**Stored data**

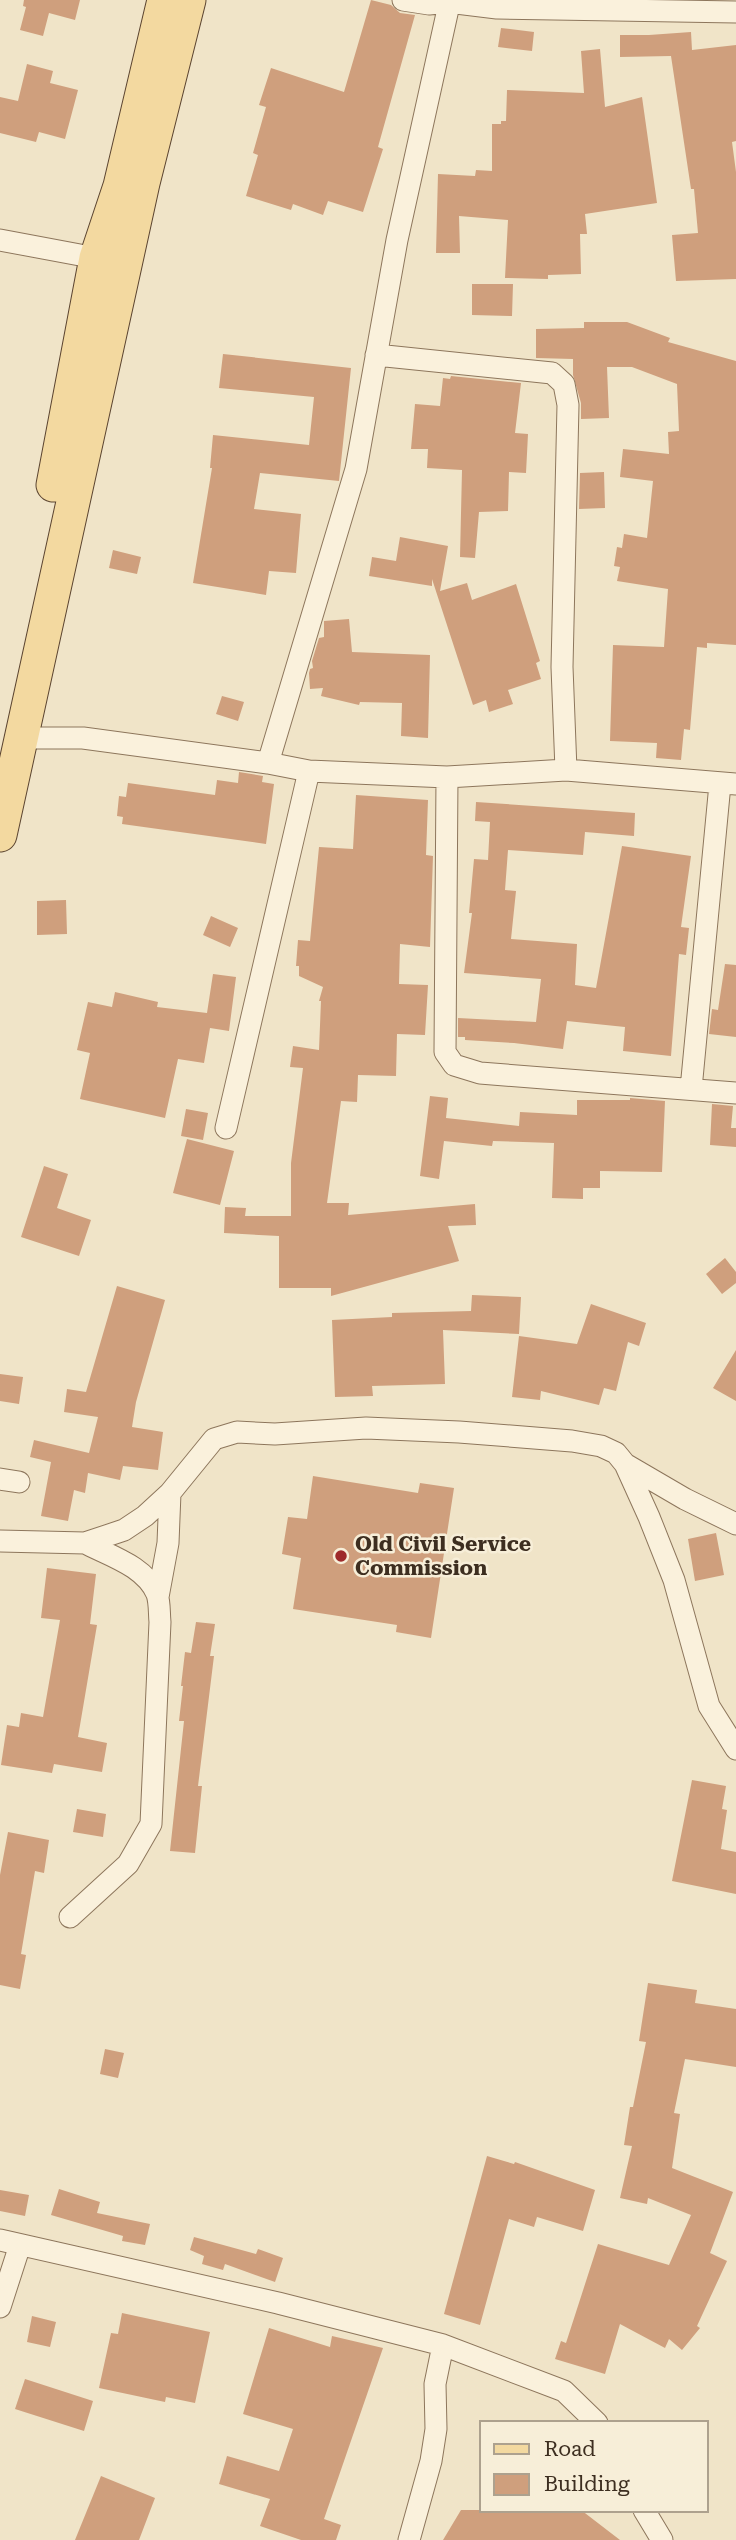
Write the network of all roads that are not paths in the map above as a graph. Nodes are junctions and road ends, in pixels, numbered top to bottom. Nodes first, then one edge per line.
1 (164, 0) edge
2 (189, 0) edge
3 (403, 0) edge
4 (449, 1) edge
5 (619, 5) edge
6 (736, 12) edge
7 (0, 240) edge
8 (96, 258) junction
9 (376, 355) junction
10 (11, 737) edge
11 (268, 763) junction
12 (566, 770) junction
13 (309, 771) junction
14 (447, 777) junction
15 (728, 784) edge
16 (0, 835) edge
17 (691, 1089) junction
18 (736, 1093) edge
19 (226, 1128) dead end
20 (625, 1464) junction
21 (170, 1493) junction
22 (736, 1524) edge
23 (0, 1541) edge
24 (86, 1543) junction
25 (158, 1597) junction
26 (736, 1749) edge
27 (71, 1917) dead end
28 (10, 2243) edge
29 (0, 2307) edge
30 (443, 2345) junction
31 (595, 2421) edge
32 (645, 2512) edge
33 (409, 2540) edge
34 (662, 2540) edge

1 - 8 main road
2 - 10 main road
3 - 4 street
4 - 5 street
4 - 9 street
5 - 6 street
7 - 8 street
8 - 10 main road
9 - 11 street
9 - 12 street
10 - 11 street
10 - 16 main road
11 - 13 street
12 - 14 street
12 - 15 street
13 - 14 street
13 - 19 street
14 - 17 street
15 - 17 street
17 - 18 street
20 - 21 street
20 - 22 street
20 - 26 street
21 - 24 street
21 - 25 street
23 - 24 street
24 - 25 street
25 - 27 street
28 - 29 street
28 - 30 street
30 - 31 street
30 - 33 street
32 - 34 street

**The task**
Search the records for the string "main" and return every line in which it occurs.

**Solution**
1 - 8 main road
2 - 10 main road
8 - 10 main road
10 - 16 main road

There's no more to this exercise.